◆ Data for this exercise
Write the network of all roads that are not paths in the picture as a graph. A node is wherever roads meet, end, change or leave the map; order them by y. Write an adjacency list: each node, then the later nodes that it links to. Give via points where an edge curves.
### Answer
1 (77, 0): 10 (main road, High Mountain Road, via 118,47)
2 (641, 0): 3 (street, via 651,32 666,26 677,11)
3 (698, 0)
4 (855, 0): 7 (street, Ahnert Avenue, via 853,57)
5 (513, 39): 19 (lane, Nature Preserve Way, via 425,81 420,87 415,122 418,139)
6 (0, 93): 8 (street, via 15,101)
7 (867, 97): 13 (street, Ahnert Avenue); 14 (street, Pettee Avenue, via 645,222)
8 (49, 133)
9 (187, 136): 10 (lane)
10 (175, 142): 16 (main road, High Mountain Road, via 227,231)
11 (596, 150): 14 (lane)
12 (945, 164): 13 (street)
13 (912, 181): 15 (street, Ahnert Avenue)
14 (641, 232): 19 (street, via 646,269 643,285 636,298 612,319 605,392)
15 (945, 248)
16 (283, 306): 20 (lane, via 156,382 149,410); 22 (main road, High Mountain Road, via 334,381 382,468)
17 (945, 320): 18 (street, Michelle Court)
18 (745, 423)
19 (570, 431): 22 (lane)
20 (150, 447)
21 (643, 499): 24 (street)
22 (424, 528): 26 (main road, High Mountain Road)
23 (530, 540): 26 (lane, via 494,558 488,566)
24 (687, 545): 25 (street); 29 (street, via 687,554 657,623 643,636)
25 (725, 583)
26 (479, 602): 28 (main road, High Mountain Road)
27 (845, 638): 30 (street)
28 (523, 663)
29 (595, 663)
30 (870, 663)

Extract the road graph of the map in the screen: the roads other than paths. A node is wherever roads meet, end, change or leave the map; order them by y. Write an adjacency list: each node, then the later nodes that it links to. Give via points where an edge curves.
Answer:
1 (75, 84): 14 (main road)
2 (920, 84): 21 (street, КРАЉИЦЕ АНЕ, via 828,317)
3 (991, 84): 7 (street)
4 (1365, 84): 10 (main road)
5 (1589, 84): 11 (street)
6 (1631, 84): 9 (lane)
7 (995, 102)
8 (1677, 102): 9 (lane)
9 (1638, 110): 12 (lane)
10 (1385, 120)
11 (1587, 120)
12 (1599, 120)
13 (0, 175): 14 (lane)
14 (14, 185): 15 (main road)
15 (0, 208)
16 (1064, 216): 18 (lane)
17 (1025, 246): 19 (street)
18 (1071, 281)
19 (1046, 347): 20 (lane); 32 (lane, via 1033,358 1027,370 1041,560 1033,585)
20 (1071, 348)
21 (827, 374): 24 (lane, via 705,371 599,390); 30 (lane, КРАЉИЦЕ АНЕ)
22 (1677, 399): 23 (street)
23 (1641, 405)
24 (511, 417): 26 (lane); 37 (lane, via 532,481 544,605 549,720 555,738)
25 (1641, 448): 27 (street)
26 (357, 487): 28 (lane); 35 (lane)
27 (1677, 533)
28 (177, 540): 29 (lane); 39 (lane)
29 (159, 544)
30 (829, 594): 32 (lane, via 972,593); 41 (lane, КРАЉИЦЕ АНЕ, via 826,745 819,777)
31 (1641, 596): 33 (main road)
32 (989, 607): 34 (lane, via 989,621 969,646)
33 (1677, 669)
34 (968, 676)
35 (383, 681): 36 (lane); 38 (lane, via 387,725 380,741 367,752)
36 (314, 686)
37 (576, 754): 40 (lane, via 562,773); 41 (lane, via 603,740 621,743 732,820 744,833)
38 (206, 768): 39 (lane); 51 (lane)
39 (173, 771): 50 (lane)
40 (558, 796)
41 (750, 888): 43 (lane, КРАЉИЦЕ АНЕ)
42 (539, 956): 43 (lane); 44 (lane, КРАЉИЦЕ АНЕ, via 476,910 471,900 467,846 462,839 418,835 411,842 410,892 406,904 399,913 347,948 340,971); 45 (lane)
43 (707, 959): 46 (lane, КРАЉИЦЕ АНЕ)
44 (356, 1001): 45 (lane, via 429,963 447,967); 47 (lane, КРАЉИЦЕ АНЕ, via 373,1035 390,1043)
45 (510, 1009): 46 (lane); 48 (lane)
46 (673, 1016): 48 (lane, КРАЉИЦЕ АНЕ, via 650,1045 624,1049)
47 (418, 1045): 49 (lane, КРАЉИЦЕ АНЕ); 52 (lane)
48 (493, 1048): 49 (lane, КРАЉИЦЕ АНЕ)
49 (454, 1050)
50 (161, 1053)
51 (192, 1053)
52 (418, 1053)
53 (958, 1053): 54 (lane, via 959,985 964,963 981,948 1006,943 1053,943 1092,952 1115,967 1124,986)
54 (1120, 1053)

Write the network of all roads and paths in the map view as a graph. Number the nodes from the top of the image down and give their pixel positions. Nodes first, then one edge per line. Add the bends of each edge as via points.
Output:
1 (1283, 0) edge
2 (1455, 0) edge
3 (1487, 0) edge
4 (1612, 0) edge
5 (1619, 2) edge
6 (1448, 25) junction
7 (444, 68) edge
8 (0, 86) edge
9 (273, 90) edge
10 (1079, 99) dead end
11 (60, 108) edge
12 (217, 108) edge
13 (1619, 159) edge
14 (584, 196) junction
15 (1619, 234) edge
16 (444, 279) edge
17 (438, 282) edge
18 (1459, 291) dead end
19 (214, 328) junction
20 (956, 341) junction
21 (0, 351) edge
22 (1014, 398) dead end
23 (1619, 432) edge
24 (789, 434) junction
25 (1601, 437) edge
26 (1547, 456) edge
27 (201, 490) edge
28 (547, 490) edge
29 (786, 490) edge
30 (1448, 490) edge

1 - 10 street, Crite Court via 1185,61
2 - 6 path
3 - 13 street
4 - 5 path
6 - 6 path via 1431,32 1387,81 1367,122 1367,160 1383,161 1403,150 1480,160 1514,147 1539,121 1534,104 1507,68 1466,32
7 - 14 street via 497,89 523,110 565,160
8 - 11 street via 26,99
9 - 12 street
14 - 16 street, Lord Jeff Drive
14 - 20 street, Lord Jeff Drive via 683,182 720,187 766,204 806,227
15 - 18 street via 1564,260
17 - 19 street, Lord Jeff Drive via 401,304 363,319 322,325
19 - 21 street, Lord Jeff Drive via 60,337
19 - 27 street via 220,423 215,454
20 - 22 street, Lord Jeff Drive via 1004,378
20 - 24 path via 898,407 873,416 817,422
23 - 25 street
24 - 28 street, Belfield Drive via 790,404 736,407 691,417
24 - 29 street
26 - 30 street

◆ About this task
Reproduce every line of the listing above in which the string "Court" appears.

◆ Exercise answer
17 (945, 320): 18 (street, Michelle Court)
1 - 10 street, Crite Court via 1185,61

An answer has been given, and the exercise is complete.